Keypoint text descriptions:
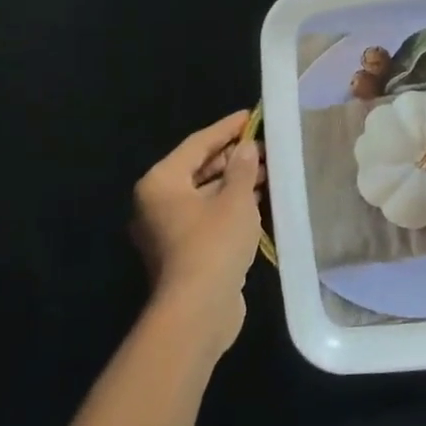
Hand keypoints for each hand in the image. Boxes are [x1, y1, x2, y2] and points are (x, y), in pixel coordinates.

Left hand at [130, 112, 263, 351]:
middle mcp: (156, 202)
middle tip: (265, 145)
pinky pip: (207, 215)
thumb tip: (247, 148)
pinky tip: (258, 199)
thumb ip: (243, 168)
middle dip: (233, 157)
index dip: (226, 128)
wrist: (198, 309)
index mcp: (161, 182)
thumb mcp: (236, 199)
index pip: (197, 144)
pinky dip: (230, 205)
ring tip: (268, 169)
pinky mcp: (182, 250)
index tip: (251, 116)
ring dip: (235, 182)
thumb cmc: (213, 243)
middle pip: (198, 168)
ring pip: (204, 194)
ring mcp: (167, 229)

__Your objective__. Without the pictures, reproduce every line of the records above exactly.

__The completed task__.
Hand keypoints for each hand in the image. Boxes are [x1, y1, x2, y2] and points are (x, y), in pixel coordinates.

Left hand at [130, 112, 263, 351]:
middle mcp: (156, 202)
middle tip: (265, 145)
pinky pip: (207, 215)
thumb tip: (247, 148)
pinky tip: (258, 199)
thumb ip: (243, 168)
middle dip: (233, 157)
index dip: (226, 128)
wrist: (198, 309)
index mcp: (161, 182)
thumb mcp: (236, 199)
index pip: (197, 144)
pinky dip: (230, 205)
ring tip: (268, 169)
pinky mcp: (182, 250)
index tip: (251, 116)
ring dip: (235, 182)
thumb cmc: (213, 243)
middle pip: (198, 168)
ring pip: (204, 194)
ring mcp: (167, 229)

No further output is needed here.